====== DATA IN THIS EXERCISE
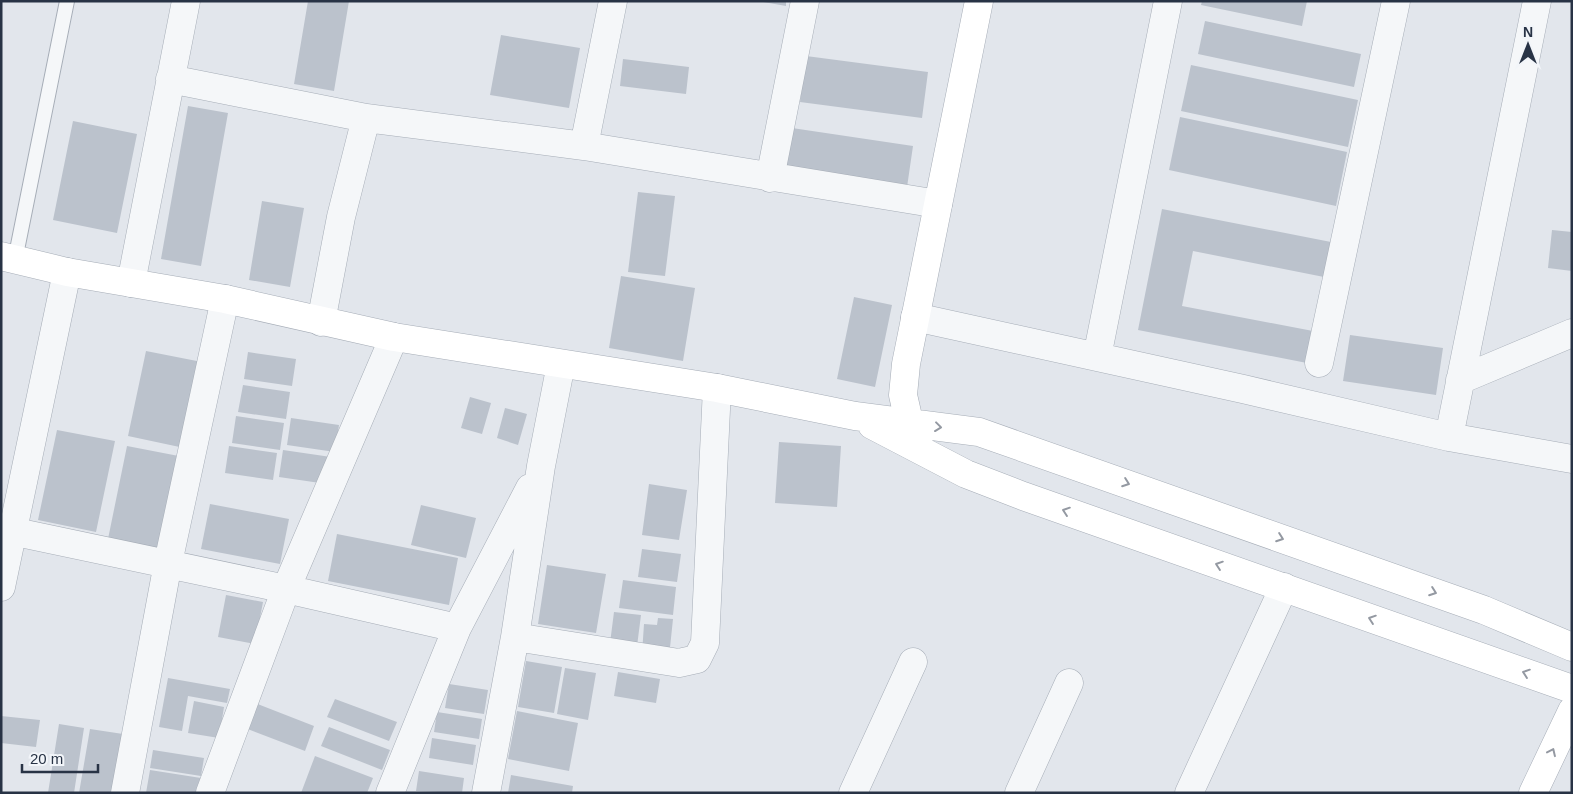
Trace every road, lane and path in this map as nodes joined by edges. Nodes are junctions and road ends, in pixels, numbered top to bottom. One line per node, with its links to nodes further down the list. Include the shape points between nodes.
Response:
1 (67, 1): 14 (lane)
2 (186, 1): 9 (street)
3 (613, 1): 11 (street)
4 (805, 1): 12 (street)
5 (979, 1): 13 (street)
6 (1168, 1): 22 (street)
7 (1396, 1): 23 (street)
8 (1538, 1): 25 (street)
9 (170, 79): 10 (street); 16 (street)
10 (366, 118): 11 (street); 19 (street, via 341,217)
11 (584, 146): 12 (street)
12 (770, 178): 13 (street)
13 (938, 204): 18 (street)
14 (8, 258): 15 (street)
15 (67, 272): 16 (street); 31 (street)
16 (131, 283): 17 (street)
17 (225, 299): 19 (street); 32 (street)
18 (915, 317): 22 (street); 27 (street, via 903,396)
19 (321, 322): 21 (street)
20 (1572, 333): 25 (street)
21 (394, 337): 24 (street); 35 (street)
22 (1097, 357): 28 (street)
23 (1319, 363)
24 (561, 364): 26 (street); 30 (street)
25 (1460, 380): 28 (street)
26 (717, 388): 27 (street, via 855,416); 37 (street, via 706,643 697,659 679,663)
27 (912, 436): 34 (street, one-way to 27, via 966,474); 38 (street, one-way to 38, via 979,432 1484,610)
28 (1449, 438): 29 (street)
29 (1572, 459)
30 (541, 466): 36 (street); 37 (street)
31 (8, 530): 32 (street); 33 (street)
32 (168, 563): 35 (street); 43 (street)
33 (1, 587)
34 (1284, 587): 41 (street, one-way to 34); 49 (street)
35 (286, 589): 36 (street); 44 (street)
36 (458, 628): 45 (street)
37 (515, 637): 46 (street)
38 (1572, 647)
39 (913, 662): 47 (street)
40 (1069, 683): 48 (street)
41 (1572, 689)
42 (1572, 710): 50 (street, one-way to 42)
43 (125, 793)
44 (210, 793)
45 (390, 793)
46 (486, 793)
47 (853, 793)
48 (1018, 793)
49 (1190, 793)
50 (1533, 793)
============
TASK PROMPT. Please set down every record exactly as it appears, leaving out the pictures.

COMPLETED EXERCISE.
Trace every road, lane and path in this map as nodes joined by edges. Nodes are junctions and road ends, in pixels, numbered top to bottom. One line per node, with its links to nodes further down the list. Include the shape points between nodes.
Response:
1 (67, 1): 14 (lane)
2 (186, 1): 9 (street)
3 (613, 1): 11 (street)
4 (805, 1): 12 (street)
5 (979, 1): 13 (street)
6 (1168, 1): 22 (street)
7 (1396, 1): 23 (street)
8 (1538, 1): 25 (street)
9 (170, 79): 10 (street); 16 (street)
10 (366, 118): 11 (street); 19 (street, via 341,217)
11 (584, 146): 12 (street)
12 (770, 178): 13 (street)
13 (938, 204): 18 (street)
14 (8, 258): 15 (street)
15 (67, 272): 16 (street); 31 (street)
16 (131, 283): 17 (street)
17 (225, 299): 19 (street); 32 (street)
18 (915, 317): 22 (street); 27 (street, via 903,396)
19 (321, 322): 21 (street)
20 (1572, 333): 25 (street)
21 (394, 337): 24 (street); 35 (street)
22 (1097, 357): 28 (street)
23 (1319, 363)
24 (561, 364): 26 (street); 30 (street)
25 (1460, 380): 28 (street)
26 (717, 388): 27 (street, via 855,416); 37 (street, via 706,643 697,659 679,663)
27 (912, 436): 34 (street, one-way to 27, via 966,474); 38 (street, one-way to 38, via 979,432 1484,610)
28 (1449, 438): 29 (street)
29 (1572, 459)
30 (541, 466): 36 (street); 37 (street)
31 (8, 530): 32 (street); 33 (street)
32 (168, 563): 35 (street); 43 (street)
33 (1, 587)
34 (1284, 587): 41 (street, one-way to 34); 49 (street)
35 (286, 589): 36 (street); 44 (street)
36 (458, 628): 45 (street)
37 (515, 637): 46 (street)
38 (1572, 647)
39 (913, 662): 47 (street)
40 (1069, 683): 48 (street)
41 (1572, 689)
42 (1572, 710): 50 (street, one-way to 42)
43 (125, 793)
44 (210, 793)
45 (390, 793)
46 (486, 793)
47 (853, 793)
48 (1018, 793)
49 (1190, 793)
50 (1533, 793)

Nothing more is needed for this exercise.